Scale Dependent Dimension in the Forest Fire Model

TL;DR

This paper investigates the scale-dependent fractal dimension of the forest fire model, revealing a continuous variation with scale and potential applications to turbulence and cosmic matter distribution.

Contribution

It introduces the concept of a scale-dependent fractal dimension in the forest fire model, linking it to turbulence and cosmic structures.

Findings

Fractal dimension varies from 0 to 3 in 3D model with scale

Correlation length diverges as p^{-2/3}

Dimension jumps from 1 to 2 at specific scale in 2D model

Abstract

The forest fire model is a reaction-diffusion model where energy, in the form of trees, is injected uniformly, and burned (dissipated) locally.
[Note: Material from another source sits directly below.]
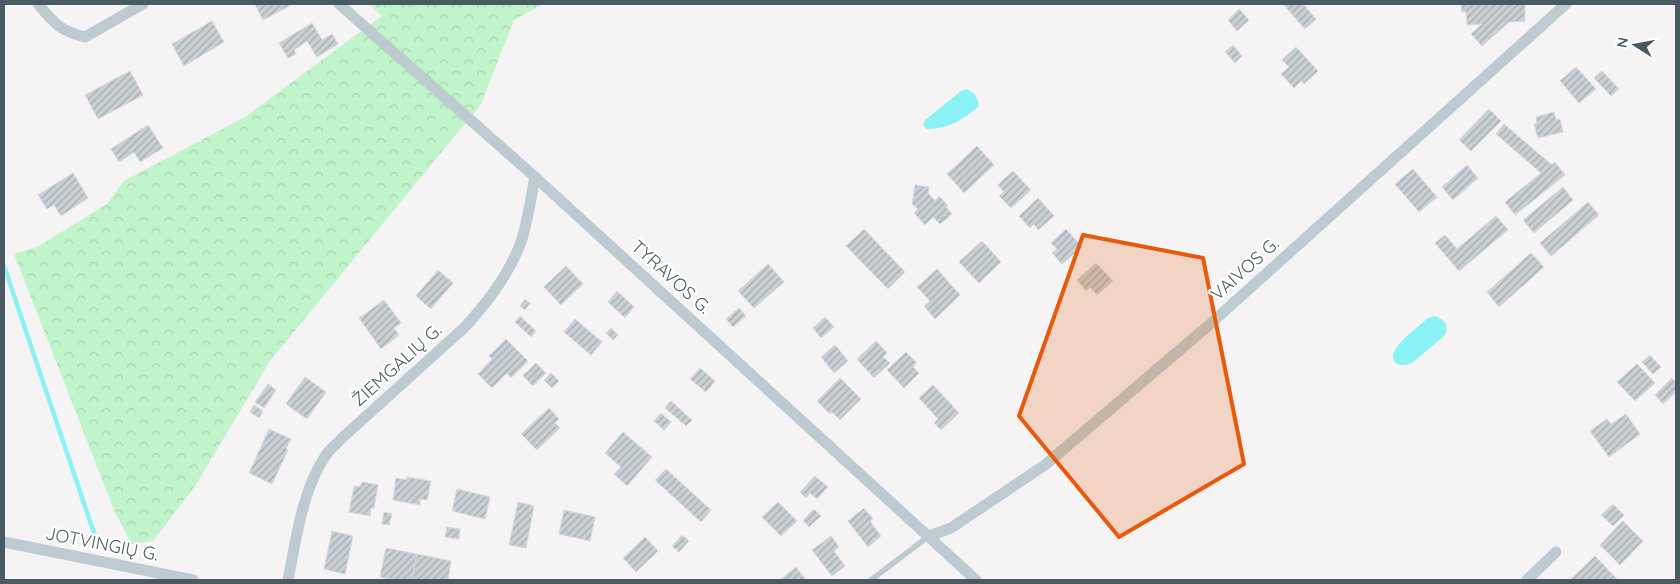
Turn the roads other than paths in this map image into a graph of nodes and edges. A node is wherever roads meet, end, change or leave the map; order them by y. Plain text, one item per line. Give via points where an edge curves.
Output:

We show that the spatial distribution of fires forms a novel geometric structure where the fractal dimension varies continuously with the length scale. In the three dimensional model, the dimensions varies from zero to three, proportional with $log(l)$, as the length scale increases from $l \sim 1$ to a correlation length $l=\xi$. Beyond the correlation length, which diverges with the growth rate $p$ as ${\xi} \propto p^{-2/3}$, the distribution becomes homogeneous. We suggest that this picture applies to the ``intermediate range'' of turbulence where it provides a natural interpretation of the extended scaling that has been observed at small length scales. Unexpectedly, it might also be applicable to the spatial distribution of luminous matter in the universe. In the two-dimensional version, the dimension increases to D=1 at a length scale $l \sim 1/p$, where there is a cross-over to homogeneity, i. e. a jump from D=1 to D=2.